→ **What is being asked**
Return only the count of lines in the listing below where the word "Simmons" appears.

→ **Given entries**

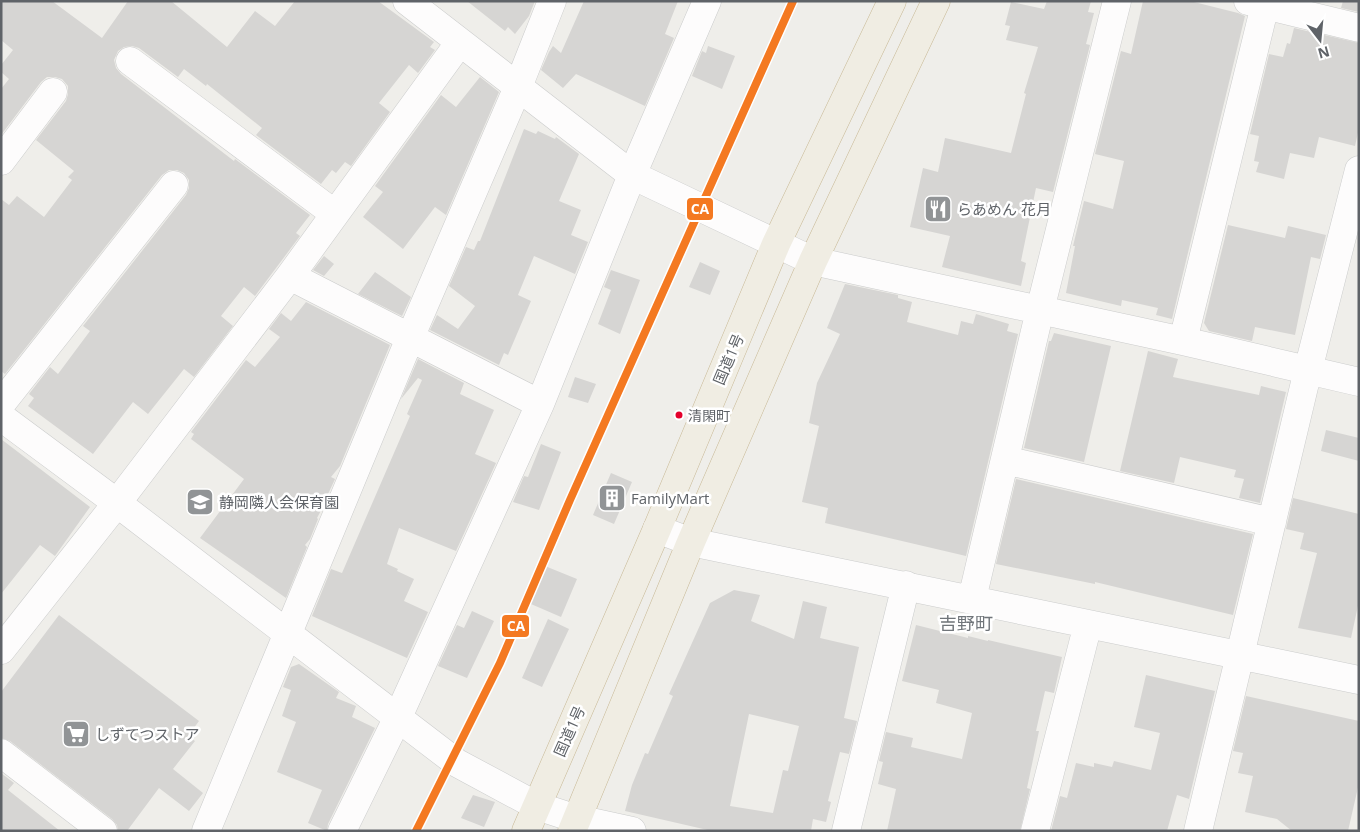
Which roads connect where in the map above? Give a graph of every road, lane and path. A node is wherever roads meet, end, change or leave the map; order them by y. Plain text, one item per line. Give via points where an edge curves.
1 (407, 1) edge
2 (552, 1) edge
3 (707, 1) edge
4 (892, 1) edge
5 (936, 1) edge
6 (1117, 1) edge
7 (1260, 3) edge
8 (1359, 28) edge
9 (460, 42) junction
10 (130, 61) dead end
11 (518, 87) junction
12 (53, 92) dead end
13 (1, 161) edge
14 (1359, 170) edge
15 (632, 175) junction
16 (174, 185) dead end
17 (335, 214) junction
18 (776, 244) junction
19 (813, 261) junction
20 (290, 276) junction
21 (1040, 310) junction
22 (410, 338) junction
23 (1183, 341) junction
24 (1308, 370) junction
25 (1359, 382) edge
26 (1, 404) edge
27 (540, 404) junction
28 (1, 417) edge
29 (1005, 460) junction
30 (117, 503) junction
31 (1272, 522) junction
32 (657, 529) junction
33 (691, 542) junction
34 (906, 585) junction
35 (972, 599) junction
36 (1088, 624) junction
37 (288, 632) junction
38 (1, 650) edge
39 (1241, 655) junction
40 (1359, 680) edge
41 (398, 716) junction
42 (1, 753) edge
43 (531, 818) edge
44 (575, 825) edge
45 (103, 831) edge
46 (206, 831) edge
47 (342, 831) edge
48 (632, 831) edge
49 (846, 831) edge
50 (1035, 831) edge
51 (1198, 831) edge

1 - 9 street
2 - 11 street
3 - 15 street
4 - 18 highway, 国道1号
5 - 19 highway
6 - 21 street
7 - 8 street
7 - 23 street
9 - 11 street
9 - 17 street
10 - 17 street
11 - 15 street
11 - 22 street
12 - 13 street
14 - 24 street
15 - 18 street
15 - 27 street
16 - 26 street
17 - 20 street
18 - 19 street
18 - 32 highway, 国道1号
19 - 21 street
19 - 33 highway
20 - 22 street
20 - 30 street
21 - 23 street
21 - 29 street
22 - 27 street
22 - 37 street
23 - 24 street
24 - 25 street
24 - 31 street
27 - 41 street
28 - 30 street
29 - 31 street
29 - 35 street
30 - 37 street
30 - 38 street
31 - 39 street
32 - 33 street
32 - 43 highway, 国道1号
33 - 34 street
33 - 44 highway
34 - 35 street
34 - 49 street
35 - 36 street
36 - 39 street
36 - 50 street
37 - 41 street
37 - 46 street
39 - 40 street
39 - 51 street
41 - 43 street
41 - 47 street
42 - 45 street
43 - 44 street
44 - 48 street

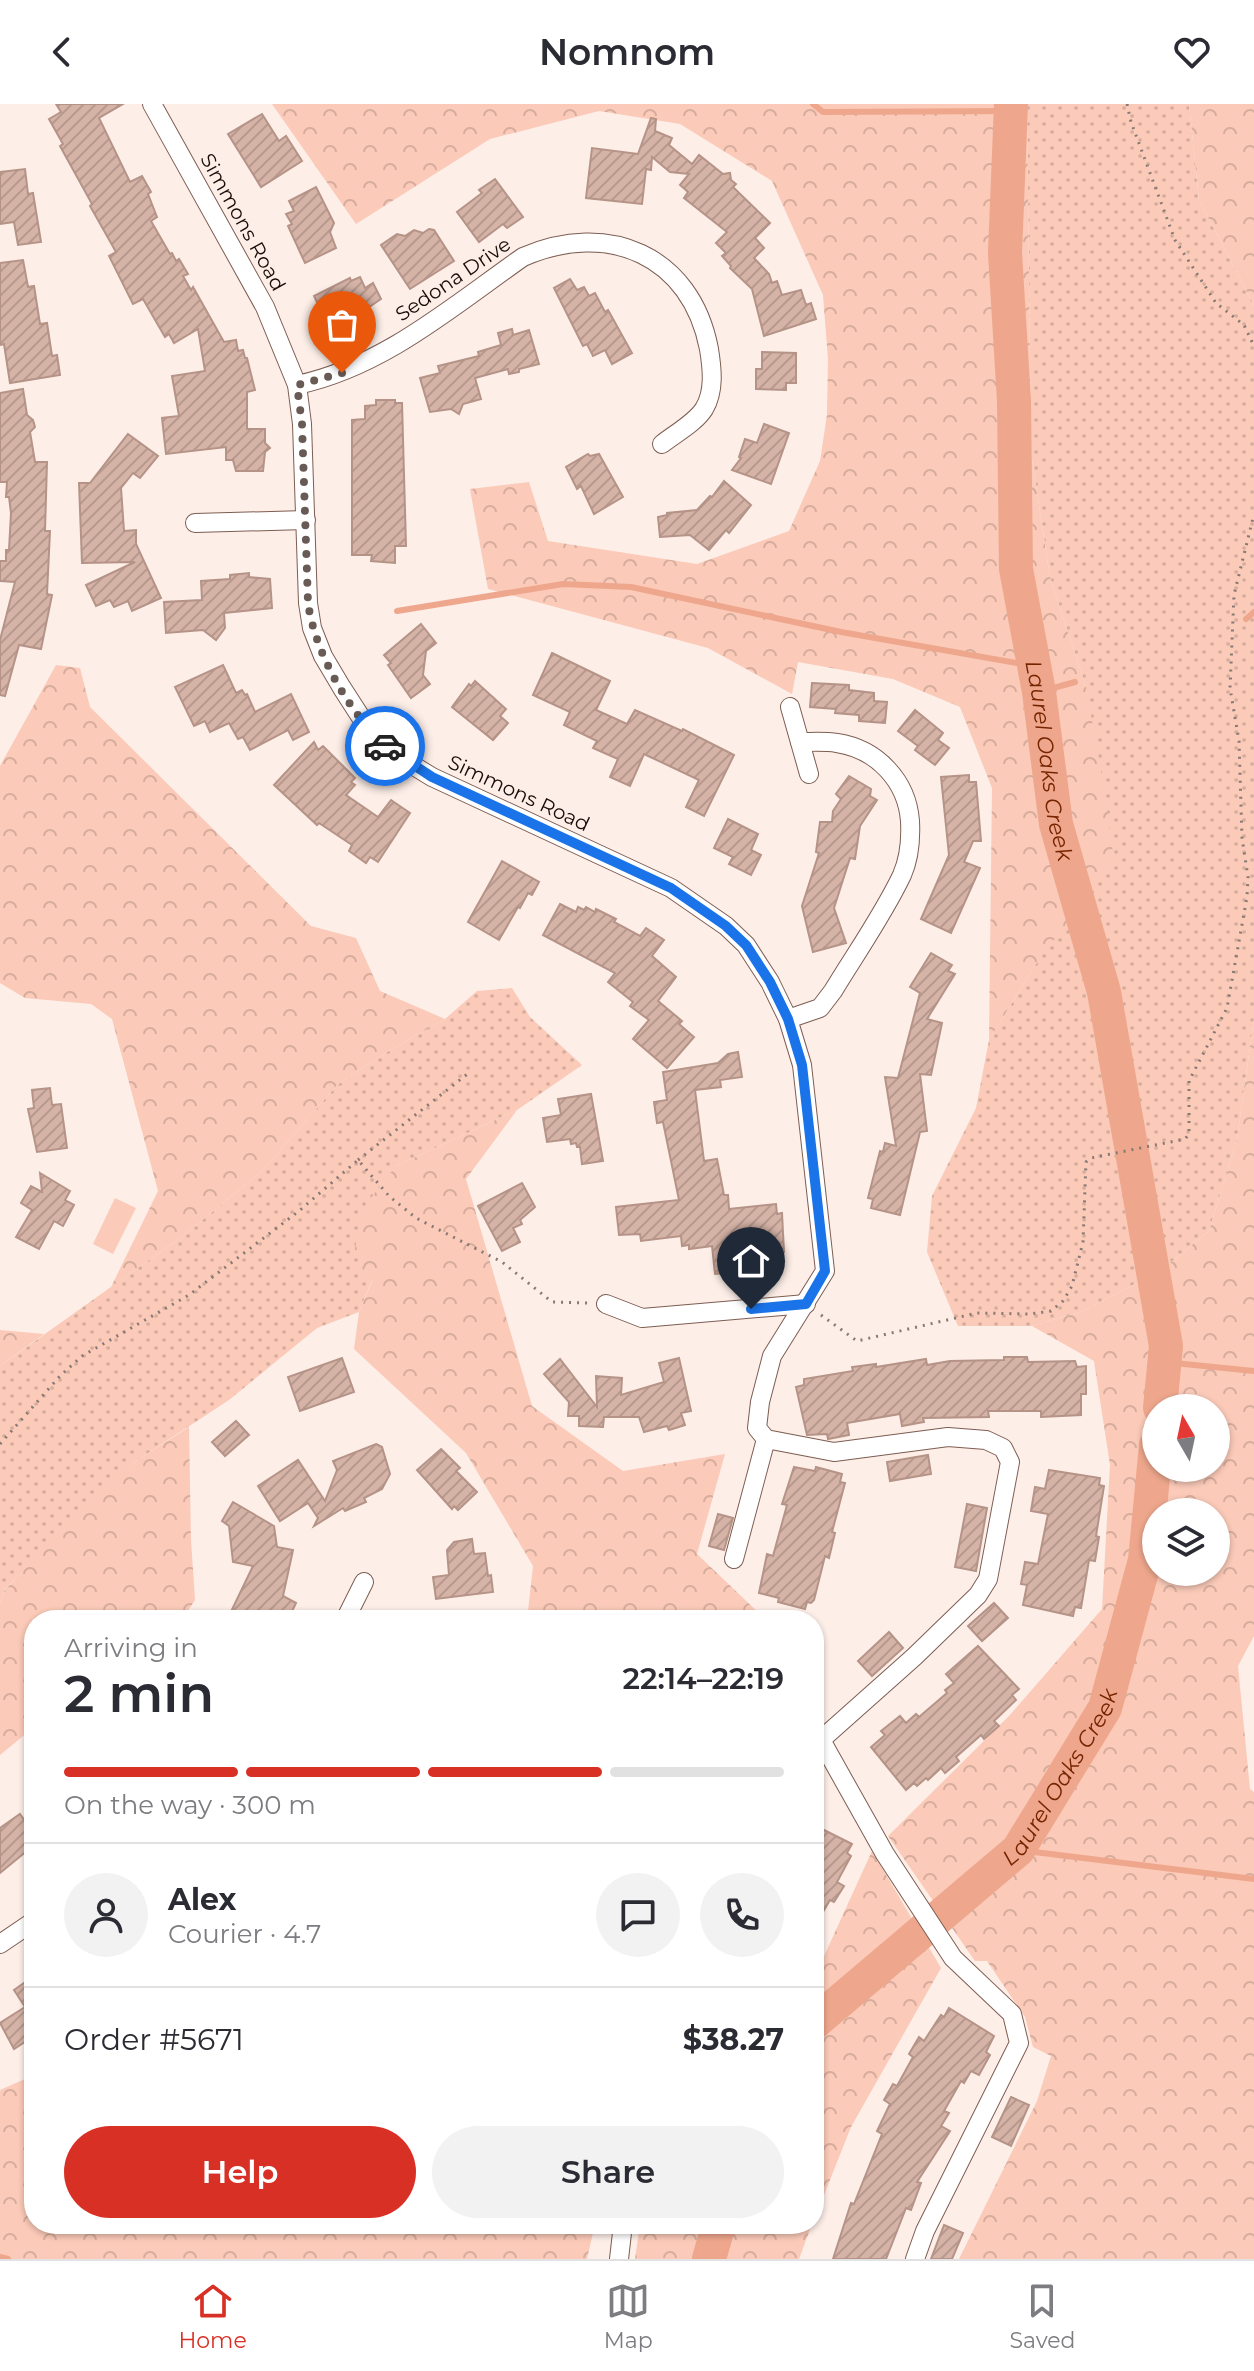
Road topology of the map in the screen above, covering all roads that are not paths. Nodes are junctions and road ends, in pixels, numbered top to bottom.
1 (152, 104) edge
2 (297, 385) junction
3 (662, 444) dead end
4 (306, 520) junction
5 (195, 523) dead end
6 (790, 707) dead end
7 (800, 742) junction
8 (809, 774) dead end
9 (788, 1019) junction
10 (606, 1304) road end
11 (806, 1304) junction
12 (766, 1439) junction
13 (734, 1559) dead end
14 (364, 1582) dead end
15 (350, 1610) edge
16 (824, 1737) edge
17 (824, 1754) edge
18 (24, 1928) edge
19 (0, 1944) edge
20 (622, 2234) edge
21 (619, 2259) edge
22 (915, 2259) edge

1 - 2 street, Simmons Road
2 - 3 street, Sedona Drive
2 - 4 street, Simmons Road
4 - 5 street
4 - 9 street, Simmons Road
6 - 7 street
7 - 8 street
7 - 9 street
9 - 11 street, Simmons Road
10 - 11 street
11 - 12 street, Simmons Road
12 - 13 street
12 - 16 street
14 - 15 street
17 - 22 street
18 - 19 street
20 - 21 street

→ **Answer**
5